Most of us in the eco-world probably agree that in an ideal world we'd all eat a mostly local, organic diet of food we bought at a farmers' market and cooked ourselves. We'd thriftily manage our food waste through careful meal planning, and would use leftover almost-bad veggies in a nice no-waste stew once a week. The little waste that was unusable or unavoidable would go in our compost piles or be fed to our pet chickens.
Unfortunately, the reality for many of us eco-bloggers and the majority of Americans is quite different. As someone who has struggled through Crunchy Chicken's No Waste Challenge (sign up now!) several times, I can attest that it is HARD not to waste food.
Which is what makes this article today in the Freakonomics blog so interesting. In it, James McWilliams points out that though many of us disparage food packaging, it does have the effect of increasing shelf life of food. As a result, food packaging might decrease food waste.
I know it's not super popular to be pro-food packaging in the eco-blogosphere, but I couldn't help nodding along when reading McWilliams' post. Last year, I subscribed to a CSA for a few months and I found that I wasted a LOT of food. It wasn't just that it was too much food for one person (which it was) or that I was too lazy to cook much (I was.) Sometimes, the food would arrive at my door almost spoiled. I also found that oftentimes, unless I processed the food right away, it would go bad.

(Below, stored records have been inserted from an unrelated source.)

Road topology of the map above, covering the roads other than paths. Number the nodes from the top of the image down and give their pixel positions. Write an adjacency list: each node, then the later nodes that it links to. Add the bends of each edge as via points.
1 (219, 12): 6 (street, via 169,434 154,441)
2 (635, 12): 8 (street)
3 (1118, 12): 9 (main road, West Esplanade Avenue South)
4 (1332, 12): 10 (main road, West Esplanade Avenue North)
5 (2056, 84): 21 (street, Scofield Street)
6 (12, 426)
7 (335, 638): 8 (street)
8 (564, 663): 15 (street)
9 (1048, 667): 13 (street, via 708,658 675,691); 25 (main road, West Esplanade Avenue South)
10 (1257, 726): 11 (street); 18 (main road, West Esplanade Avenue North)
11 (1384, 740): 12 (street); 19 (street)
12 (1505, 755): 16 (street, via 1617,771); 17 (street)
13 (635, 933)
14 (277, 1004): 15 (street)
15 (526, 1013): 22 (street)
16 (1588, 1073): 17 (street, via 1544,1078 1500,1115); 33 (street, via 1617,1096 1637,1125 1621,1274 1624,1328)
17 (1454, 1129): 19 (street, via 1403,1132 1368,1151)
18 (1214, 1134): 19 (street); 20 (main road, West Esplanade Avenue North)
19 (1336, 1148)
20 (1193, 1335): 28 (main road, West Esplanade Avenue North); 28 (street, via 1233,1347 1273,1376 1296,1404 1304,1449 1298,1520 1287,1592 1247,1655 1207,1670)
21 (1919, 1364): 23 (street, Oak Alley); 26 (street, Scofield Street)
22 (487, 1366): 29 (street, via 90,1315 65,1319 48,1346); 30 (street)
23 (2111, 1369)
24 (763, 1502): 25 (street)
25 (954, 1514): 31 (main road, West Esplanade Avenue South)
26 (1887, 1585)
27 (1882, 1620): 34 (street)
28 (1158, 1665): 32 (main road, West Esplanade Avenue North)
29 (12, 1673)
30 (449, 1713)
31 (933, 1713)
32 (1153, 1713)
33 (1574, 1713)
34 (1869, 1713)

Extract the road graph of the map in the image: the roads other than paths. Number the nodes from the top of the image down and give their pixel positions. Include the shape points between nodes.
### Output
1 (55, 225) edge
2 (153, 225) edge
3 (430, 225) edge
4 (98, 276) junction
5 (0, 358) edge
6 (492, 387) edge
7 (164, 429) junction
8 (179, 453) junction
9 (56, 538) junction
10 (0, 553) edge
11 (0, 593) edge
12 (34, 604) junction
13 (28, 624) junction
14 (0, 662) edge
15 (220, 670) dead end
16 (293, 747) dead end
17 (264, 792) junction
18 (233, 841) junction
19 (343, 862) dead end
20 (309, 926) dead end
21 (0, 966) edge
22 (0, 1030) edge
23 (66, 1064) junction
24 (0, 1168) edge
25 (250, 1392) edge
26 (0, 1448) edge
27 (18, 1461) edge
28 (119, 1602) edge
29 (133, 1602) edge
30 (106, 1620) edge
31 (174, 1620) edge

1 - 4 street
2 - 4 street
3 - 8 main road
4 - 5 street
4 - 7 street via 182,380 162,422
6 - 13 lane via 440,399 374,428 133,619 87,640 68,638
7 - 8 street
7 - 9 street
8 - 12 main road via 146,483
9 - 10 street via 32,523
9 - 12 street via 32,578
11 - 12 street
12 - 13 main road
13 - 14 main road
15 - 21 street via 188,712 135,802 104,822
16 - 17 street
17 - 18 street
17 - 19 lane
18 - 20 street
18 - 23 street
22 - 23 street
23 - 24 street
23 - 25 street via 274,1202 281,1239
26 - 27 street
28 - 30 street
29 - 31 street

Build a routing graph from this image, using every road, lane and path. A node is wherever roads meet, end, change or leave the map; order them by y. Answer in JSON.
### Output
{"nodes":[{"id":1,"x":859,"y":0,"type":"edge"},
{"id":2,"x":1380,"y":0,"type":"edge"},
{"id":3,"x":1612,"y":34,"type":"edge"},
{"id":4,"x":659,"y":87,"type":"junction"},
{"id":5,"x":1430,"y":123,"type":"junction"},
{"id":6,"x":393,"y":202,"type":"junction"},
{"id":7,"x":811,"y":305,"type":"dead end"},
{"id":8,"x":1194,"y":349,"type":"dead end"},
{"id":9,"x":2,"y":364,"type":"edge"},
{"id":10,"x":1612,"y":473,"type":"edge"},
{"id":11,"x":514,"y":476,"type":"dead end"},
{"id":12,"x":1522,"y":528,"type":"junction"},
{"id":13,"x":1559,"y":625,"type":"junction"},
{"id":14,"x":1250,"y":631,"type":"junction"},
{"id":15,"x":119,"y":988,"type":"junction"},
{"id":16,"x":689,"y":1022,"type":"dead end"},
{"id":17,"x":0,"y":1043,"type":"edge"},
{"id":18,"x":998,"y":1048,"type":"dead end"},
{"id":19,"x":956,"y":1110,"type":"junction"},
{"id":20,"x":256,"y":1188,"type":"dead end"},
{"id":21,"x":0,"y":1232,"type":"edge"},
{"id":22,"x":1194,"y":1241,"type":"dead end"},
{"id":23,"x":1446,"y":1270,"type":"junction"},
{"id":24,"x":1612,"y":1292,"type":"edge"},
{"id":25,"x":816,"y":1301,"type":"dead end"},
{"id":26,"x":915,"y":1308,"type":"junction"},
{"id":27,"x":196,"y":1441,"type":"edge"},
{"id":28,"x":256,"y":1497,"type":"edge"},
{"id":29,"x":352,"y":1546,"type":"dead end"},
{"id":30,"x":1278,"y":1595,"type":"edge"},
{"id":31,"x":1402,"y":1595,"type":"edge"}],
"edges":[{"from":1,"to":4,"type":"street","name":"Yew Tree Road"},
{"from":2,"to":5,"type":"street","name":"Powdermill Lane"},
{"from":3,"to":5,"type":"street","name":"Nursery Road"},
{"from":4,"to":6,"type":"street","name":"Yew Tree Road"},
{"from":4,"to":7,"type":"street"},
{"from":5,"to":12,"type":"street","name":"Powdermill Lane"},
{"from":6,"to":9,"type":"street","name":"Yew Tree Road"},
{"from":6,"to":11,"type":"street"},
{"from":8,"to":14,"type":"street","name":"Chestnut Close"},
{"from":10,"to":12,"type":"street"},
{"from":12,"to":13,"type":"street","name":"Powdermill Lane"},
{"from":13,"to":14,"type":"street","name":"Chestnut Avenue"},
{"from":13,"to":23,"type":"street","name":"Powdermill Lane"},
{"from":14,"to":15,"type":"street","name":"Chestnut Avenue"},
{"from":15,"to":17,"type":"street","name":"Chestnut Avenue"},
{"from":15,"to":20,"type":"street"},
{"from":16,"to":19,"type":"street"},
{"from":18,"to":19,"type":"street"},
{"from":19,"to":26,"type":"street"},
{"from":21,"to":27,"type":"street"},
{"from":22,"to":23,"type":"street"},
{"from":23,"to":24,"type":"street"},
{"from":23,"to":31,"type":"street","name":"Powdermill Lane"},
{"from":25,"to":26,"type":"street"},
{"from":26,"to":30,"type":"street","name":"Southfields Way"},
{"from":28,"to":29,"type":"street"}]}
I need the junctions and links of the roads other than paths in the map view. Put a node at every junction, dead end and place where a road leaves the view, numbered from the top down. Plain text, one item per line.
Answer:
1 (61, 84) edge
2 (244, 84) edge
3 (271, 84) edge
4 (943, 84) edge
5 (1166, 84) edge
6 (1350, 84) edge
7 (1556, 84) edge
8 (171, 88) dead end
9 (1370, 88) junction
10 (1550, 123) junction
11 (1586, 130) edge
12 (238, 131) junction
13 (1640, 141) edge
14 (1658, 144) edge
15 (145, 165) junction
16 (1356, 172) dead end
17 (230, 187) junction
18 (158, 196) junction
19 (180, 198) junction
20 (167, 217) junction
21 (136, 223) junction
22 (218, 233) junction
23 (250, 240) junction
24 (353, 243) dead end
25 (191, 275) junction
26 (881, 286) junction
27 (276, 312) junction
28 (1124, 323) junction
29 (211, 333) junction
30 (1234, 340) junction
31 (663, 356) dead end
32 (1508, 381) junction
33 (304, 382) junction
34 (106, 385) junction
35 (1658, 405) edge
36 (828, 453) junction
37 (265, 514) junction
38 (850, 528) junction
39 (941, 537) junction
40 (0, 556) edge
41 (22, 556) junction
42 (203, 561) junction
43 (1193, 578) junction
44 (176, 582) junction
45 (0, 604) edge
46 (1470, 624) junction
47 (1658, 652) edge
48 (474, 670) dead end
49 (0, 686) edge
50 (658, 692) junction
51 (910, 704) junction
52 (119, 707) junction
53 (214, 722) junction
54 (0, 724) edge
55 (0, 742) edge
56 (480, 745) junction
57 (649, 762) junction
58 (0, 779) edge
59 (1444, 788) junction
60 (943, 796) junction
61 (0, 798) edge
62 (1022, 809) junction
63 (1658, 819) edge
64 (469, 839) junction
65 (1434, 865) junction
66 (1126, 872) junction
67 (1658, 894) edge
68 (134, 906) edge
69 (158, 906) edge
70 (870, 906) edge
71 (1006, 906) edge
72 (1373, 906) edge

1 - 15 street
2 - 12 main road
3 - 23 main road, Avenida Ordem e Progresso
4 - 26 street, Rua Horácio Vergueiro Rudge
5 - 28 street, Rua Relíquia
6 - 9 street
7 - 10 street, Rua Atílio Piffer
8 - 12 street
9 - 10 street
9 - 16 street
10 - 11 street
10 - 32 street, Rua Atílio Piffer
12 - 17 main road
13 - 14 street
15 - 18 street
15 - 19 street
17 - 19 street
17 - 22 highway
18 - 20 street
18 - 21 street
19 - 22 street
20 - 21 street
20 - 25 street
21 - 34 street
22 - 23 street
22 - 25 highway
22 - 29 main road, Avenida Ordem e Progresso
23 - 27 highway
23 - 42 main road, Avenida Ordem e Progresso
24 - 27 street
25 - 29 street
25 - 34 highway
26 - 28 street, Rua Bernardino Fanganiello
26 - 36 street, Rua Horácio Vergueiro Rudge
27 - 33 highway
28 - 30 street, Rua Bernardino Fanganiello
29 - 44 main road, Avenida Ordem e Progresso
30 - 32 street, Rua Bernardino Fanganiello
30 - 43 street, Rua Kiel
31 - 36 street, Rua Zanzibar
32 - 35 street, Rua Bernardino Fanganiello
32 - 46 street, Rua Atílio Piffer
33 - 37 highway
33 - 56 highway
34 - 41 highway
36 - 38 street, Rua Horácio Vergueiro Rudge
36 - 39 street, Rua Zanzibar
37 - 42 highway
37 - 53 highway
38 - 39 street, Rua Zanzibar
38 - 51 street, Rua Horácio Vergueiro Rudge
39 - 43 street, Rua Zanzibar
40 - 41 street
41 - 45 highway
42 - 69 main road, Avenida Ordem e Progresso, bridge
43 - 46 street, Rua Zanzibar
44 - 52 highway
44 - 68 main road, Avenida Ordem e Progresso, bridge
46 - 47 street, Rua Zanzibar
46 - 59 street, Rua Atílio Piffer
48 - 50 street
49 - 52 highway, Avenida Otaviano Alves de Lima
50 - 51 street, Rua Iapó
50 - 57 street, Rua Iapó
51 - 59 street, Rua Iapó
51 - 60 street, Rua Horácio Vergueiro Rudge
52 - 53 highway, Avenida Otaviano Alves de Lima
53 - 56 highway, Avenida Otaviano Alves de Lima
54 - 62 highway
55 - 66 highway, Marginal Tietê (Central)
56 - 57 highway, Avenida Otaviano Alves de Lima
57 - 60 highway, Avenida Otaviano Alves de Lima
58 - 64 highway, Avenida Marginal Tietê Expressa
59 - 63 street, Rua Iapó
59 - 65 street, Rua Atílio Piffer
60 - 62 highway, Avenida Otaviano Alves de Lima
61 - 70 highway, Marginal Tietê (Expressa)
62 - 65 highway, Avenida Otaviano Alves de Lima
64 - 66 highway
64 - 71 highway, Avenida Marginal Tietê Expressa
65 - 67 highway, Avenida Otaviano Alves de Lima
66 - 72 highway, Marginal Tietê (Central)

I've come to realize that I personally need to take short cuts in order to cook more, eat more fruits and veggies, and waste less. For instance, I will often put off washing and peeling my farmers' market bought carrots. The carrots will go bad, and I'll have to dump them in the trash. On the other hand, if I buy organic baby carrots, I'll probably eat the whole bag in a few days. Similarly, the resealable bags of baby spinach are my friends.
Now, there still is an inordinate amount of food packaging waste out there. I still fail to see why bananas require plastic wrap. And though I have occasionally bought the Trader Joe's packaged cut apples, I recognize that the inability to cut your own apples is an extraordinary form of laziness.
But I think we all need to assess (as always) what the right balance is in our lives. If food packaging keeps us from wasting food, it might not be the evil bogeyman that many environmentalists believe it to be. I suspect Beth is going to kill me for suggesting this, but if the waste trade-off is either the plastic bag for a bag of pre-washed lettuce, or an entire head of lettuce that rotted before you got to eating it, I would probably say to go with the bag of lettuce. (To be clear, the obvious best solution is to buy a head of lettuce and then not waste it. I'm not denying that. I'm just arguing that that's not always what actually HAPPENS despite our best intentions.)
My point, aside from antagonizing everybody, is that the reality is that Americans waste a lot of food. Thus, rather than trying to achieve an idealized unpackaged world that may be unrealistic for the average consumer, we need to take a hard look and differentiate between frivolous packaging and packaging that might actually lead to less overall waste.